Redgate have always been open about this fact; it is reassuring for anyone who is considering the use of SQL Clone that it requires no specialised trickery that might be reliant on specific versions of SQL Server or Windows. Everyone has access to these services. Of course, in theory, this means anyone could use them to build the basics of a database cloning service that would help them get to grips with the technology and understand how it can be used in copying large databases.

This was the challenge I set myself for this article: to build a basic proof-of-concept system that could give a team some initial experience in working with the clone technology and the benefits it can bring to their Database DevOps processes.

The cost of DIY Clone

As a quick way to familiarize a DevOps team with the technology of database clones, my solution is free. However, it will require time and expertise to build it into a robust and automated solution that the team can rely on during development and testing, and it will have significant ongoing development, support and maintenance costs. It also uses one component (hobocopy) that, while it works fine in my testing, is no longer officially supported by the author.

If you are a development manager reading this article, the 'hidden costs' of this DIY solution might set some alarm bells ringing. Your Development and Ops teams are likely to spend quite a lot of their time building, checking, testing and maintaining it, writing the PowerShell to automate it into a self-service database provisioning system, as well as building a centralized way of managing and tracking clone deployments, all of which is built into SQL Clone, once you've paid the entry fee.

The cost of SQL Clone

The Redgate SQL Clone product is charged per terabyte, starting around €8K for the first 3 TB, per year. Redgate has also recently introduced Redgate Deploy that includes SQL Clone capabilities with an unlimited cap on source data. It is, instead, a subscription-based solution per user.
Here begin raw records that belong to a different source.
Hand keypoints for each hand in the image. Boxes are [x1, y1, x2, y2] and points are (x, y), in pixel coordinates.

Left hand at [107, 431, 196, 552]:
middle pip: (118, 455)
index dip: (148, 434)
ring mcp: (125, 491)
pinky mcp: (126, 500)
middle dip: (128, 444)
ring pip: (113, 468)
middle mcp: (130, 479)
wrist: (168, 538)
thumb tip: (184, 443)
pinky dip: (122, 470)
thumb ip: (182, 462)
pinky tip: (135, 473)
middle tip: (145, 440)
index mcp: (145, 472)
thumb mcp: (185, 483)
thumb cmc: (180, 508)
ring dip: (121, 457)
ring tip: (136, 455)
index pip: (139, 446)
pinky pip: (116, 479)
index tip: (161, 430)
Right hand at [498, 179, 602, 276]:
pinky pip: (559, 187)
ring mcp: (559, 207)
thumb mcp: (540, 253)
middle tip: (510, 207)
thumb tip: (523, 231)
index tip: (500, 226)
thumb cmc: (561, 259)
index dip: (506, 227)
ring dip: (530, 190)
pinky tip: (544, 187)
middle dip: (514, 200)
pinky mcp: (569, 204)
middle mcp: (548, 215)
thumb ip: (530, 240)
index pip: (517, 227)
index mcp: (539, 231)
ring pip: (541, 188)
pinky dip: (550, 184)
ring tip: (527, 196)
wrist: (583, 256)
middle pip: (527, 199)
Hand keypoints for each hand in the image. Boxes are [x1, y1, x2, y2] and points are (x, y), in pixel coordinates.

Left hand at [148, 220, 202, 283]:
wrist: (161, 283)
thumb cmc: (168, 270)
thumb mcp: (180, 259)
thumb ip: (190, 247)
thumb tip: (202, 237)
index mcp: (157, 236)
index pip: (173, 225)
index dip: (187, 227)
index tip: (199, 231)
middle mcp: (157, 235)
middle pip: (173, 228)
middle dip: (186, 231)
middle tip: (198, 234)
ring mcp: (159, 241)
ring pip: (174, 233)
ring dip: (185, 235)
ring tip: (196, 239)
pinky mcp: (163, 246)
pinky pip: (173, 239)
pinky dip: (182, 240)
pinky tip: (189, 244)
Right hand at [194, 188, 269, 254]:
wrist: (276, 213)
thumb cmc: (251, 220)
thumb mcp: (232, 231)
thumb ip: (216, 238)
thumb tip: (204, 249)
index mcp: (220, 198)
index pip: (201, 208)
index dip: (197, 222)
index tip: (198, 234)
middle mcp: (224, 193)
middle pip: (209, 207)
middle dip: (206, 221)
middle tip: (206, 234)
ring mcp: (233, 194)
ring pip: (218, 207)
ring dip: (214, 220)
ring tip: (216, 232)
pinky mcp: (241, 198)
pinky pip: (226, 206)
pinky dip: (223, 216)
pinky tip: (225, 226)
All that said, if you are a one-man-team and super-skilled in PowerShell, Windows and on a tight budget; the DIY SQL Clone could be the solution. It might also be practical for DIY cloning of other Windows-based database systems with large data sizes, at least if the technical expertise exists in the team to make it happen and then maintain it. This might include databases like MongoDB or PostgreSQL that SQL Clone doesn't (currently) support. However, for any enterprise-scale developments, it would likely end up taking longer to deliver, and cost more, due to the development resources and supervision it requires, and the need to rely on long-term specialist knowledge to maintain it.

Emulating SQL Clone

SQL Clone creates one point-in-time image of the original database, and from this image it can create many clones, exact replicas with the same data, very quickly. Each clone has shared access to the data in the image, which is read-only, and any changes made to a clone are stored locally. This means that even databases that are hundreds of GB in size can be copied very quickly, because each clone requires only tens of MB of local disk space.
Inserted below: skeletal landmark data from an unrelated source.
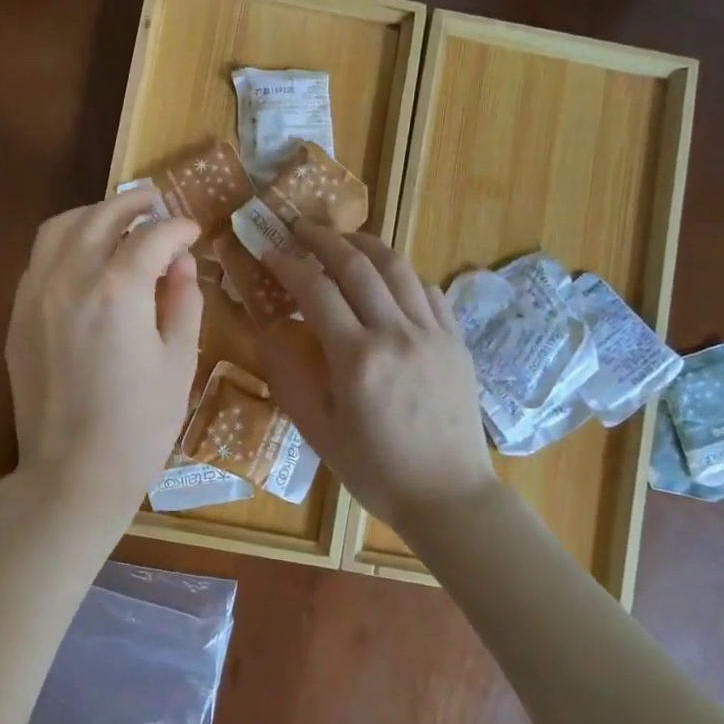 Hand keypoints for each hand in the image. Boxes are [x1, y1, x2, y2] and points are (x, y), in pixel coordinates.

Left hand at [5, 190, 203, 522]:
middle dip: (134, 204)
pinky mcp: (19, 316)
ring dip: (93, 214)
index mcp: (118, 290)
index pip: (152, 236)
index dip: (178, 228)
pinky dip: (66, 242)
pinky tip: (85, 255)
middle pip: (101, 217)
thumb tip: (181, 262)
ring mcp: (36, 295)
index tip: (193, 230)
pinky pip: (40, 259)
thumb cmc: (141, 424)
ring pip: (60, 228)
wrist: (74, 473)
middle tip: (157, 203)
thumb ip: (183, 300)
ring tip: (118, 218)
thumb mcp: (180, 362)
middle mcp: (70, 279)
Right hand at [256, 224, 496, 528]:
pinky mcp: (455, 341)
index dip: (288, 264)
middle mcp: (396, 334)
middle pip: (358, 266)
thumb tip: (271, 332)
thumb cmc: (376, 471)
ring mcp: (432, 333)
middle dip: (324, 239)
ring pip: (398, 268)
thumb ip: (291, 378)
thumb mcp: (320, 433)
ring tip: (344, 238)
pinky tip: (388, 276)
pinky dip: (402, 274)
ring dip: (366, 245)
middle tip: (301, 228)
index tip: (268, 249)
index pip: (316, 291)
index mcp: (357, 359)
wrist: (449, 495)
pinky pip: (428, 291)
I won't explain all the details of how SQL Clone achieves this, as it is explained well enough in the documentation. However, I will draw the two basic stages involved in database cloning because these are the ones we need to mimic, as closely as possible, in our DIY Clone service.

The first step is to create the image, the Parent VHD (Virtual Hard Disk), which is a point-in-time, "virtualized" copy of the source database files.

Figure 1. Create an image of your SQL Server database

The second step is to create clones from the image. For each clone, SQL Clone creates another VHD, called a differencing VHD (or Diff file), with a connection back to the parent (image) VHD.

Figure 2. Create clones from the image

As I mentioned earlier, SQL Clone does all this using two Microsoft services and techniques that are built into Windows – the Volume Shadow Copy Service for copying 'live' database files, and the Windows Disk Management provider, for creating and mounting virtual hard disk (VHDx) files, to create the images and clones.

Building DIY SQL Clone

What we aim to do with our DIY Clone is to use these same services to achieve something similar. Our DIY clone service will copy the SQL Server data files from a live database and then mount them on a local SQL Server instance. Instead of just putting these files in a directory, it puts them in a parent VHD (the image) and from that creates a differencing disk that represents the data for a database. We mount the one or more differencing disks on the local SQL Server to host the clone(s).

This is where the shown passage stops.